Social enterprise is a way of describing a business with mainly social or environmental objectives. It might be a charity, or a private company.
In a social enterprise, profits from the business are principally reinvested for social objectives, rather than being used to maximise owner or shareholder value.
Charities can and often do operate as social enterprises, getting some or all of their income from running a business. (Read more about this.)
But private companies can also run as social enterprises, choosing to dedicate some or all of their profits to a social aim, or running in a way that creates added social benefit, such as charging low prices rather than making more profit. When charities run as a social enterprise, they don’t have this choice: because they’re charities, they can’t make a private profit – all the proceeds must be reinvested in making a difference to their cause.

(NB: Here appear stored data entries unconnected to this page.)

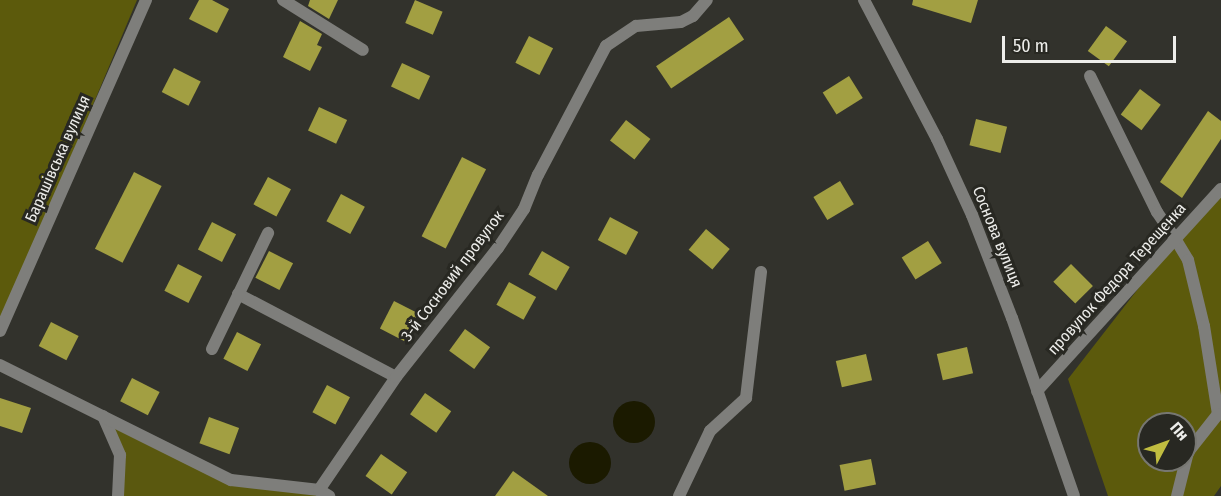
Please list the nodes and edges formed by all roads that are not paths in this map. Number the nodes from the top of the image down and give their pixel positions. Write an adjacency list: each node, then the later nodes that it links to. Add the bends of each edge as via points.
1 (146, 0): 12 (street, Барашівська вулиця)
2 (283, 0): 5 (street)
3 (707, 0): 15 (street, 3-й Сосновий провулок, via 693,16 681,22 636,26 606,46 524,209)
4 (864, 0): 16 (street, Соснова вулиця, via 972,215)
5 (363, 50)
6 (1090, 76): 9 (street, via 1157,212)
7 (1221, 189): 9 (street, провулок Федора Терещенка)
8 (268, 233): 11 (street)
9 (1176, 240): 16 (street, провулок Федора Терещенка); 22 (street, via 1188,260 1204,326 1218,414 1188,452)
10 (761, 272): 20 (street, via 746,398 710,431)
11 (238, 294): 13 (street); 15 (street)
12 (0, 331)
13 (212, 349)
14 (0, 365): 17 (street)
15 (396, 377): 18 (street, 3-й Сосновий провулок)
16 (1037, 391): 21 (street, Соснова вулиця)
17 (103, 416): 18 (street, via 231,480); 19 (street, via 120,455)
18 (324, 493)
19 (118, 496)
20 (679, 496)
21 (1074, 496)
22 (1177, 496)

Community Interest Companies
Community interest companies (CICs) are a relatively new legal structure that straddles the traditional boundaries between charities and businesses, specifically designed to make it easier to run a social enterprise. They allow for private investors to support a new enterprise and get their money back when it is successful.
But unlike a traditional company, there are limits on how much private profit can be made and its main purpose must be to benefit its cause.
This has been a popular form for social enterprises because it allows them to seek private investment while also guaranteeing that their main aim remains helping their cause. Because they can pay dividends to private investors, CICs can’t be charities.
There is a body called the CIC Regulator that determines whether organisations can be CICs.